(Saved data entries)
........
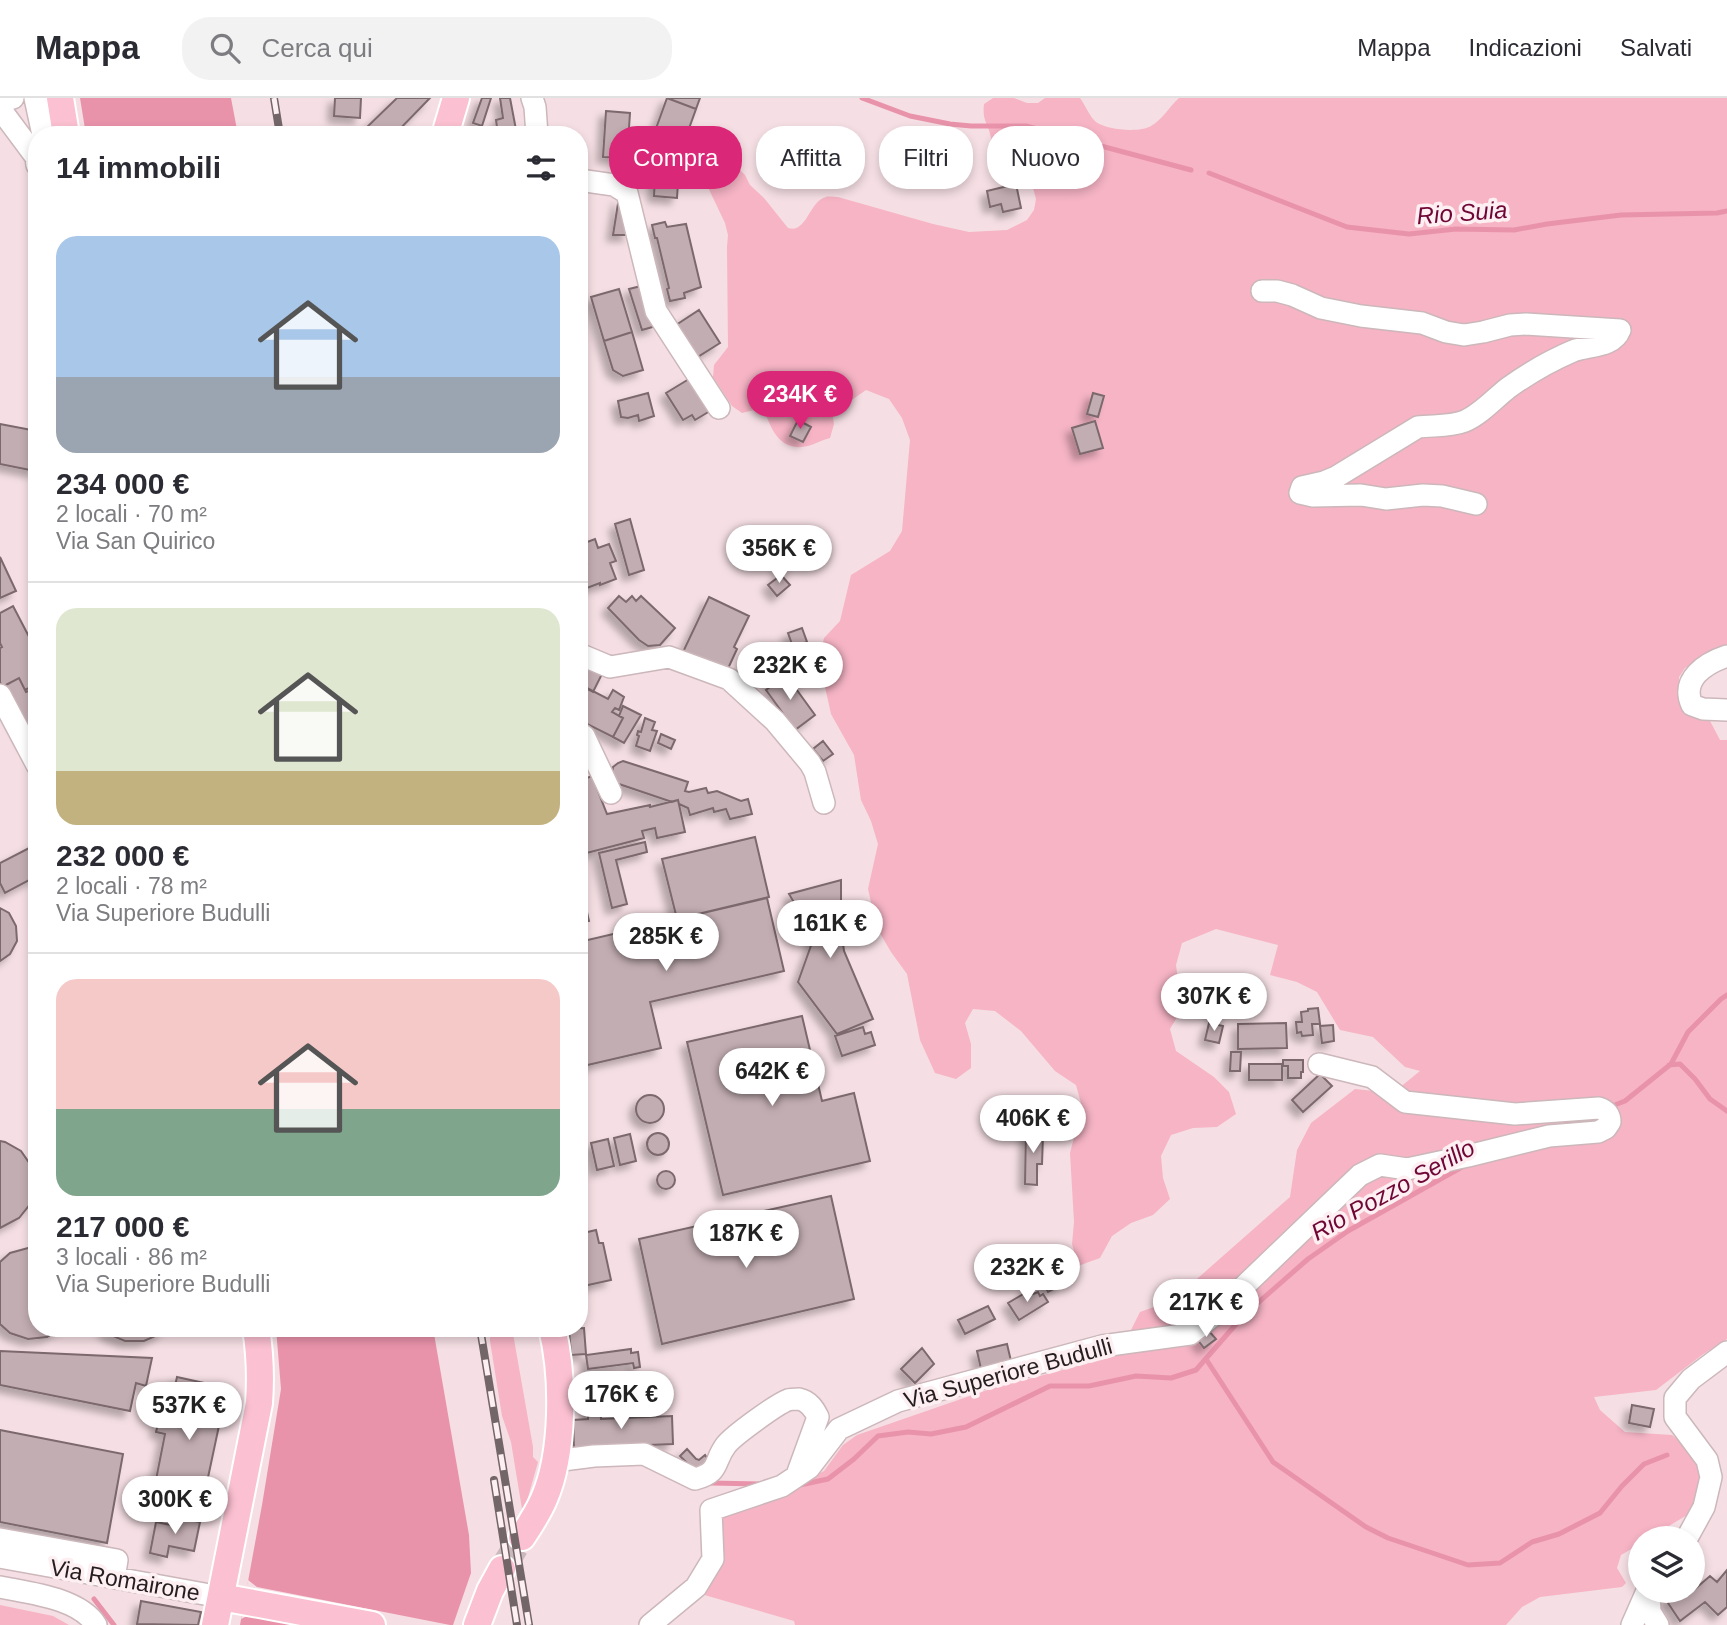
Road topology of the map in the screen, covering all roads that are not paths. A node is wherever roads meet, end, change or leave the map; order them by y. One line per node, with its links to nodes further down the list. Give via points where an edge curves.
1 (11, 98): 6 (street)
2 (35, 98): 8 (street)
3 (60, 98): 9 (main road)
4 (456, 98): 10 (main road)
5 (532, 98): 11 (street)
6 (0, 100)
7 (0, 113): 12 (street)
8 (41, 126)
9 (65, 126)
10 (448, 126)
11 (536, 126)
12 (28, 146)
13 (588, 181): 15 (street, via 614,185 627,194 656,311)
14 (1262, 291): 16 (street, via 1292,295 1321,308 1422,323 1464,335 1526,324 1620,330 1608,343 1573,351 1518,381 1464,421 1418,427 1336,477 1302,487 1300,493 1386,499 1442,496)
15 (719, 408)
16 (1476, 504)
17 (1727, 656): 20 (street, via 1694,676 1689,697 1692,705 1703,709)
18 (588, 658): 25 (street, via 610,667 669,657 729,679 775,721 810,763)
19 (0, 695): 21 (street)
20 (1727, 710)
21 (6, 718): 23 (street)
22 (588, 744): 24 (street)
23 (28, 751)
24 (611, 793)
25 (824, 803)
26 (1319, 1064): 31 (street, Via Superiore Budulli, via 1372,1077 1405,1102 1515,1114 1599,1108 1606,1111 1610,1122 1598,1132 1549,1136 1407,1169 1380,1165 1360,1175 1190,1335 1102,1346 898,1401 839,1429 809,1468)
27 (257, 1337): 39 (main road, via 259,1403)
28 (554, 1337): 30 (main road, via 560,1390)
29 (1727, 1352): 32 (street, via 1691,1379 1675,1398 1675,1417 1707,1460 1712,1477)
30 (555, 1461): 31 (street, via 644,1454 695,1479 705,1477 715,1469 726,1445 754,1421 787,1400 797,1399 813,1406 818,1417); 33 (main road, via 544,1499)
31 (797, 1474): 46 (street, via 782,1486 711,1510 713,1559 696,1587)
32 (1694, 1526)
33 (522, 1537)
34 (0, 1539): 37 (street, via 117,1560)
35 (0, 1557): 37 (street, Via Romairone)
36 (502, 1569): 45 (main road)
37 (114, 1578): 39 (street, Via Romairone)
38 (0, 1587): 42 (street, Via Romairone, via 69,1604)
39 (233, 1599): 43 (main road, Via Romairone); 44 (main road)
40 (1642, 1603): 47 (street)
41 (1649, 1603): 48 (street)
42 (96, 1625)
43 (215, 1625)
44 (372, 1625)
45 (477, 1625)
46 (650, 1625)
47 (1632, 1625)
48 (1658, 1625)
........
- Activity: A faithful, word-for-word copy of the data is needed; the pictures should not appear in it.

- Response for this exercise:
Road topology of the map in the screen, covering all roads that are not paths. A node is wherever roads meet, end, change or leave the map; order them by y. One line per node, with its links to nodes further down the list. Give via points where an edge curves.
1 (11, 98): 6 (street)
2 (35, 98): 8 (street)
3 (60, 98): 9 (main road)
4 (456, 98): 10 (main road)
5 (532, 98): 11 (street)
6 (0, 100)
7 (0, 113): 12 (street)
8 (41, 126)
9 (65, 126)
10 (448, 126)
11 (536, 126)
12 (28, 146)
13 (588, 181): 15 (street, via 614,185 627,194 656,311)
14 (1262, 291): 16 (street, via 1292,295 1321,308 1422,323 1464,335 1526,324 1620,330 1608,343 1573,351 1518,381 1464,421 1418,427 1336,477 1302,487 1300,493 1386,499 1442,496)
15 (719, 408)
16 (1476, 504)
17 (1727, 656): 20 (street, via 1694,676 1689,697 1692,705 1703,709)
18 (588, 658): 25 (street, via 610,667 669,657 729,679 775,721 810,763)
19 (0, 695): 21 (street)
20 (1727, 710)
21 (6, 718): 23 (street)
22 (588, 744): 24 (street)
23 (28, 751)
24 (611, 793)
25 (824, 803)
26 (1319, 1064): 31 (street, Via Superiore Budulli, via 1372,1077 1405,1102 1515,1114 1599,1108 1606,1111 1610,1122 1598,1132 1549,1136 1407,1169 1380,1165 1360,1175 1190,1335 1102,1346 898,1401 839,1429 809,1468)
27 (257, 1337): 39 (main road, via 259,1403)
28 (554, 1337): 30 (main road, via 560,1390)
29 (1727, 1352): 32 (street, via 1691,1379 1675,1398 1675,1417 1707,1460 1712,1477)
30 (555, 1461): 31 (street, via 644,1454 695,1479 705,1477 715,1469 726,1445 754,1421 787,1400 797,1399 813,1406 818,1417); 33 (main road, via 544,1499)
31 (797, 1474): 46 (street, via 782,1486 711,1510 713,1559 696,1587)
32 (1694, 1526)
33 (522, 1537)
34 (0, 1539): 37 (street, via 117,1560)
35 (0, 1557): 37 (street, Via Romairone)
36 (502, 1569): 45 (main road)
37 (114, 1578): 39 (street, Via Romairone)
38 (0, 1587): 42 (street, Via Romairone, via 69,1604)
39 (233, 1599): 43 (main road, Via Romairone); 44 (main road)
40 (1642, 1603): 47 (street)
41 (1649, 1603): 48 (street)
42 (96, 1625)
43 (215, 1625)
44 (372, 1625)
45 (477, 1625)
46 (650, 1625)
47 (1632, 1625)
48 (1658, 1625)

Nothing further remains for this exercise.